I have mixed feelings about
this article. Although I agree with the author’s stance, I am not quite sure
her delivery was strong enough. Her only reasons why electronic use should be
curbed in public is because it is annoying, and the case where the two people
lost a leg was the last point she made, as if it were her “weakest” piece of
evidence. Because I agree wholeheartedly, that I don’t know a single person
important enough to need to constantly be on a phone with the glazed over
expressions and oblivious to the rest of the world, I automatically agree with
the author. But because those on the other side feel differently, and Engel is
trying to convince those people to stop their excessive behavior, she needed
stronger evidence other than it’s annoying. A lot of people now have little
regard for how someone else feels, probably due to the self-entitled importance
some assume they have which spawn their awful etiquette in the first place. To
convince these kind of people, you need better evidence.
This article was probably
written as a commentary, due to the formatting of the paper, and is also
informal. Engel’ tone is chastising, and almost snippy. “Enough. I’ve had it with people and their
smartphones" (Engel 311). This isn’t formal
language or tone, and the spacing, probably for emphasis, is not formal formatting.

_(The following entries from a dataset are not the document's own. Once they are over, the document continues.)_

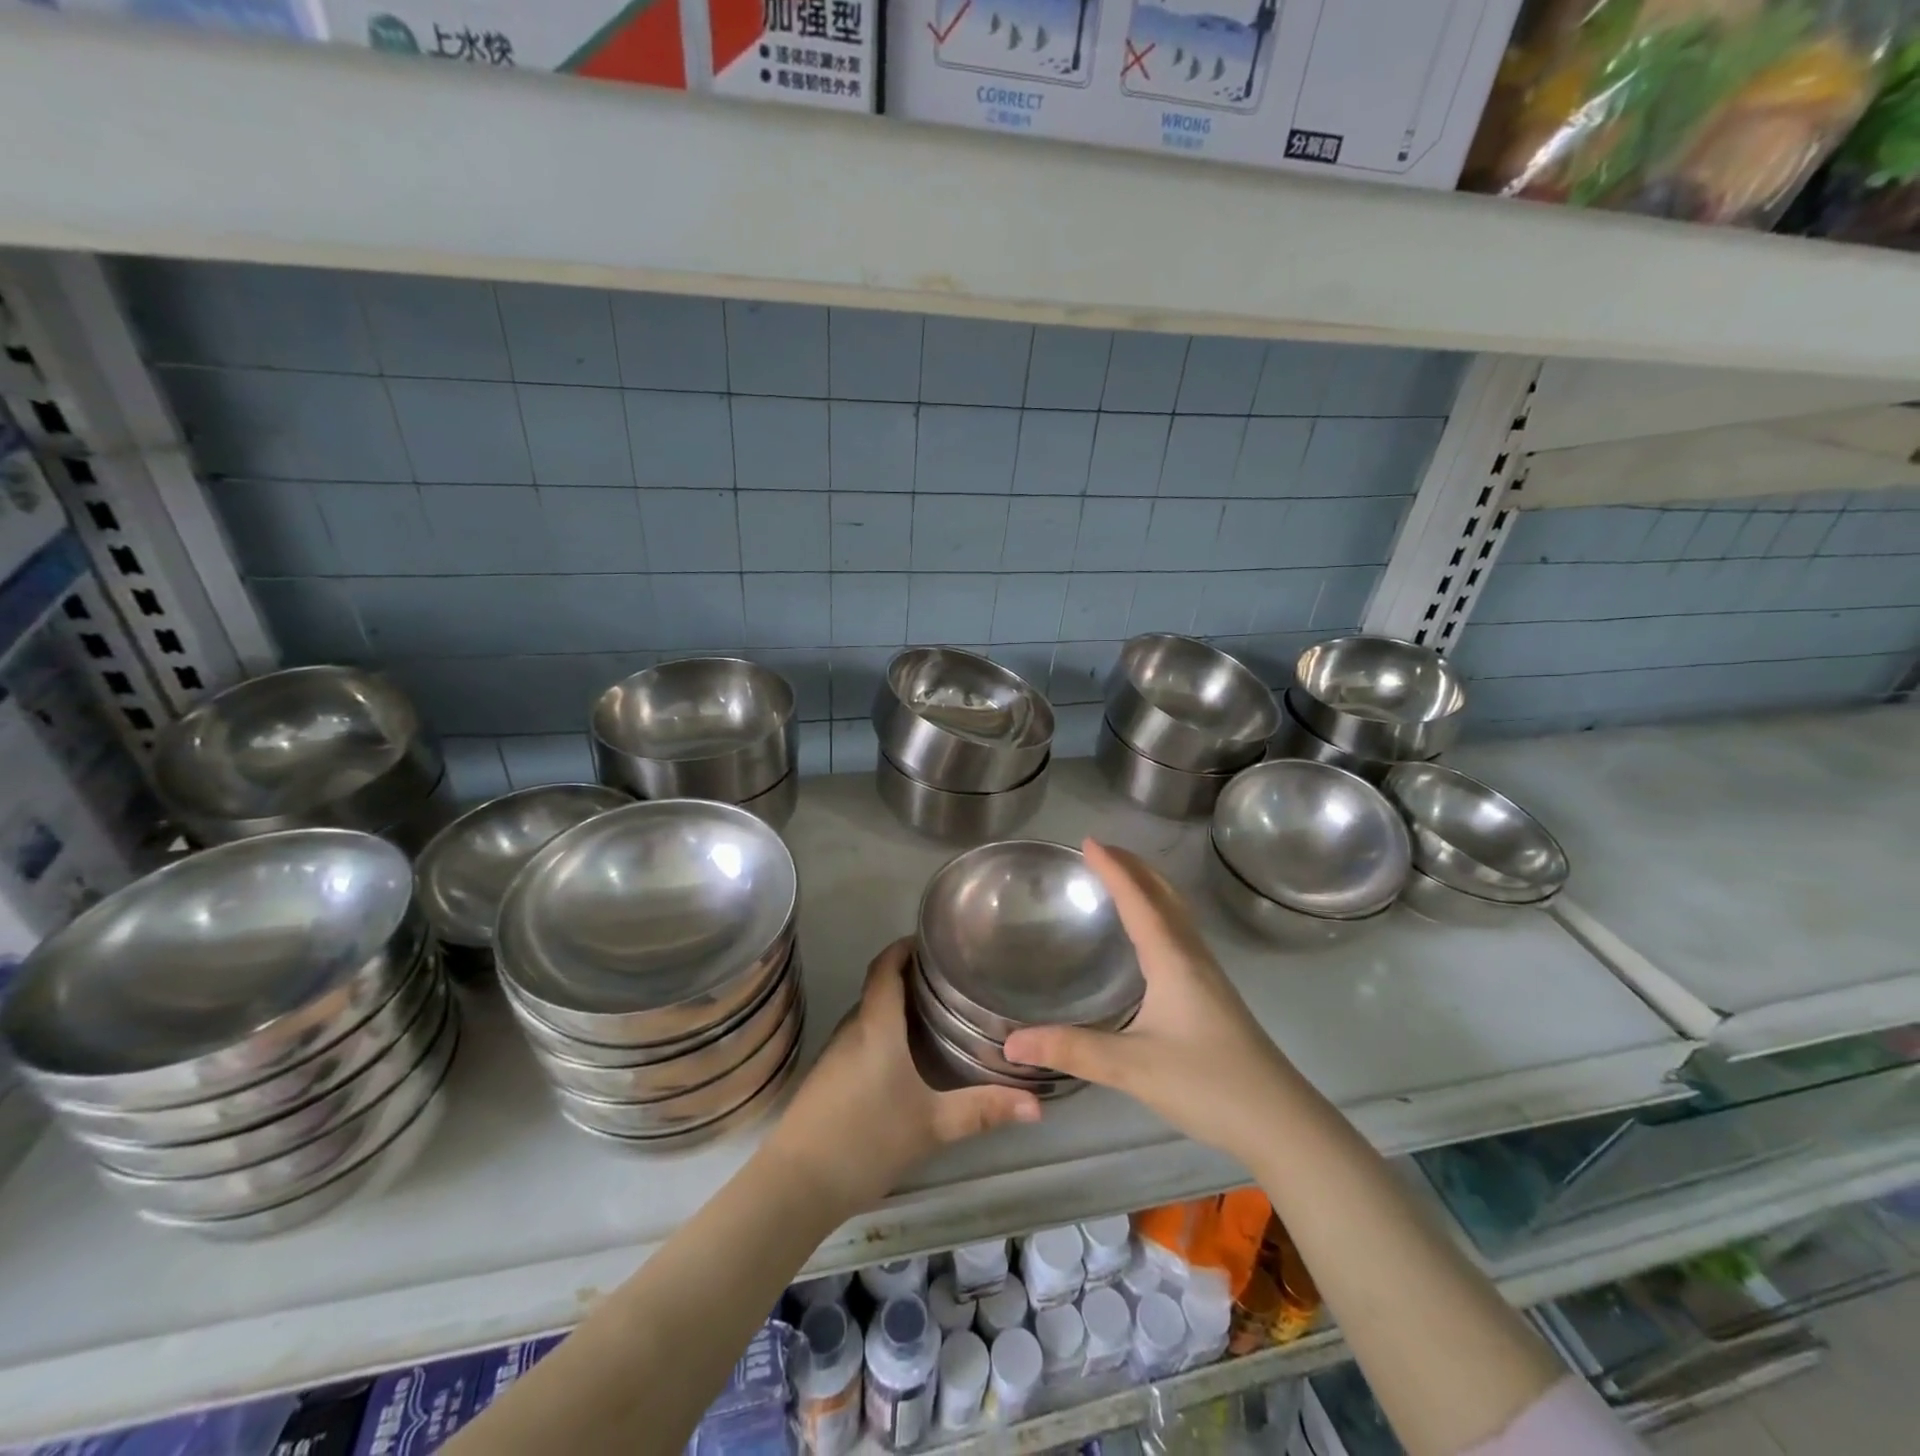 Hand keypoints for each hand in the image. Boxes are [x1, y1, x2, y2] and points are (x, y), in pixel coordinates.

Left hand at [764, 938, 1041, 1211]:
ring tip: (935, 1014)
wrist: (796, 1185)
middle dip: (909, 977)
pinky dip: (882, 1033)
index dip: (905, 947)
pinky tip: (903, 1059)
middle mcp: (852, 1029)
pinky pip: (859, 1039)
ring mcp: (834, 1054)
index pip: (885, 967)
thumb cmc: (866, 1140)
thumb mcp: (932, 1125)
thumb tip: (1038, 1104)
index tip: (932, 940)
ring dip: (895, 1007)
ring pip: (868, 1016)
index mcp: (876, 1026)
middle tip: (950, 981)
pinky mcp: (826, 1078)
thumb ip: (982, 1111)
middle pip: (878, 988)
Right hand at [1003, 839, 1295, 1165]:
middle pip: (1164, 895)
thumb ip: (1072, 1050)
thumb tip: (1011, 1042)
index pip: (1138, 899)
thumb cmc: (1208, 1084)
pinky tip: (1149, 937)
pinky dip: (1159, 913)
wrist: (1280, 1121)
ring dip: (1149, 887)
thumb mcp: (1132, 1068)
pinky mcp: (1213, 994)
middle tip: (1101, 851)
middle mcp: (1192, 956)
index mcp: (1173, 959)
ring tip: (1122, 880)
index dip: (1112, 869)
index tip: (1087, 842)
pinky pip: (1181, 933)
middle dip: (1133, 866)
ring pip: (1176, 912)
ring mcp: (1208, 975) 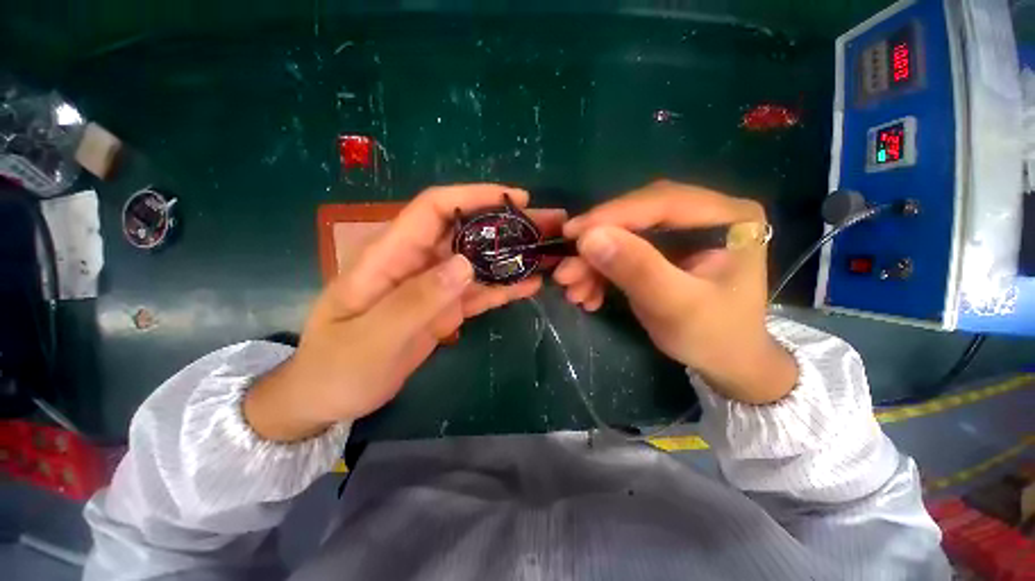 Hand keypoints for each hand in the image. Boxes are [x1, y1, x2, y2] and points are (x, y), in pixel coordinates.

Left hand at [245, 185, 565, 441]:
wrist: (329, 396)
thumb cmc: (337, 367)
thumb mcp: (372, 338)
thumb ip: (416, 300)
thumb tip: (465, 264)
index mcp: (390, 256)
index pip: (434, 209)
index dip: (474, 196)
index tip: (516, 199)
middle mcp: (416, 262)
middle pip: (466, 232)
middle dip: (508, 224)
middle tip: (549, 224)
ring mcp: (434, 286)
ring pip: (479, 261)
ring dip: (513, 255)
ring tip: (550, 253)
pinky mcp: (445, 308)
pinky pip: (479, 292)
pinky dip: (504, 287)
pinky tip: (531, 285)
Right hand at [555, 180, 796, 403]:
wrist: (726, 362)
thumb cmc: (715, 336)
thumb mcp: (677, 306)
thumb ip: (637, 269)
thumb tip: (588, 237)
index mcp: (726, 216)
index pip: (661, 202)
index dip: (612, 215)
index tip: (571, 234)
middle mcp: (703, 214)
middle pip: (636, 217)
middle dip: (596, 246)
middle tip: (565, 271)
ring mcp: (680, 232)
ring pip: (623, 236)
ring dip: (592, 264)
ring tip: (572, 290)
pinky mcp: (661, 250)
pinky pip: (621, 252)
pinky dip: (600, 273)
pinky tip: (588, 294) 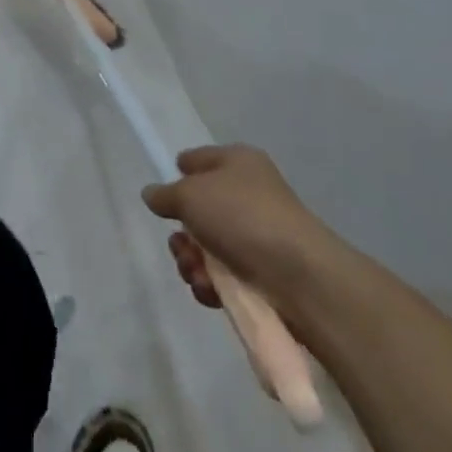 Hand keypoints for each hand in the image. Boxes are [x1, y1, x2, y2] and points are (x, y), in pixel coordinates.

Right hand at [142, 145, 340, 322]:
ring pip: (207, 248)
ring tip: (198, 274)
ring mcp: (256, 236)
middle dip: (182, 235)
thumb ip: (165, 194)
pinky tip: (213, 291)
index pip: (198, 160)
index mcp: (238, 163)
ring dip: (193, 263)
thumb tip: (153, 194)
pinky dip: (212, 285)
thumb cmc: (241, 216)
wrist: (299, 276)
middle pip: (198, 211)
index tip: (165, 198)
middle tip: (181, 247)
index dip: (179, 174)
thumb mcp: (190, 194)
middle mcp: (248, 195)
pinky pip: (223, 276)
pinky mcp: (262, 275) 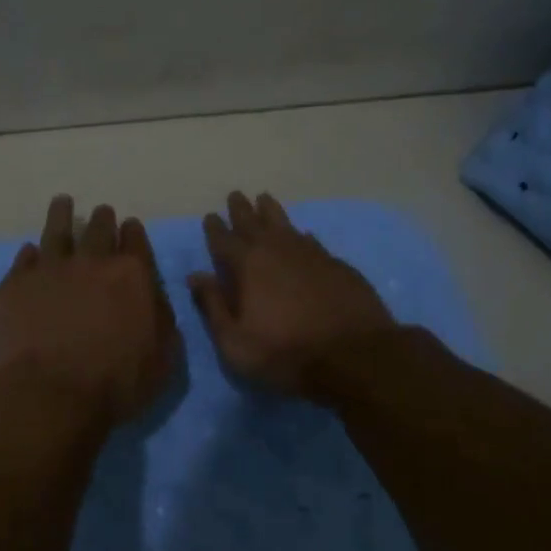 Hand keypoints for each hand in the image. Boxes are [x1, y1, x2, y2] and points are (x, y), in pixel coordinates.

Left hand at [0, 196, 180, 426]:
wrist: (50, 394)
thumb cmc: (116, 383)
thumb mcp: (163, 358)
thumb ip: (163, 321)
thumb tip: (155, 299)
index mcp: (132, 275)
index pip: (135, 241)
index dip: (133, 232)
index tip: (129, 227)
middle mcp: (91, 262)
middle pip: (98, 229)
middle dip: (103, 219)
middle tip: (102, 213)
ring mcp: (49, 270)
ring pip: (57, 231)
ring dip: (62, 214)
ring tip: (62, 202)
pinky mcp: (15, 285)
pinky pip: (24, 259)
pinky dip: (29, 253)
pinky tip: (29, 251)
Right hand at [187, 192, 395, 394]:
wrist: (354, 355)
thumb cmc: (285, 353)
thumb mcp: (235, 341)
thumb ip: (213, 305)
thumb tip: (196, 276)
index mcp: (247, 265)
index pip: (224, 239)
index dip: (215, 228)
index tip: (210, 216)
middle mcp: (277, 249)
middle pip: (254, 222)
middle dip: (241, 209)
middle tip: (235, 195)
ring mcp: (310, 253)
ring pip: (284, 223)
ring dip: (271, 211)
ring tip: (264, 198)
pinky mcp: (336, 263)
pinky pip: (311, 240)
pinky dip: (301, 234)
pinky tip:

Engel wrote this as a call to action. “We all need to look at our electronic
etiquette.” (Engel 313) The author’s reason for writing is clear, as this is a
subject she has dealt with personally. Nearly all of the evidence consisted of
personal experiences. “On a recent Amtrak trip, a woman sat next to me and made
a call to her friend. . . “ (Engel 312).
However, she did include one compelling piece of evidence when using the case
of the texting driver. Therefore, she relied on ethos mostly.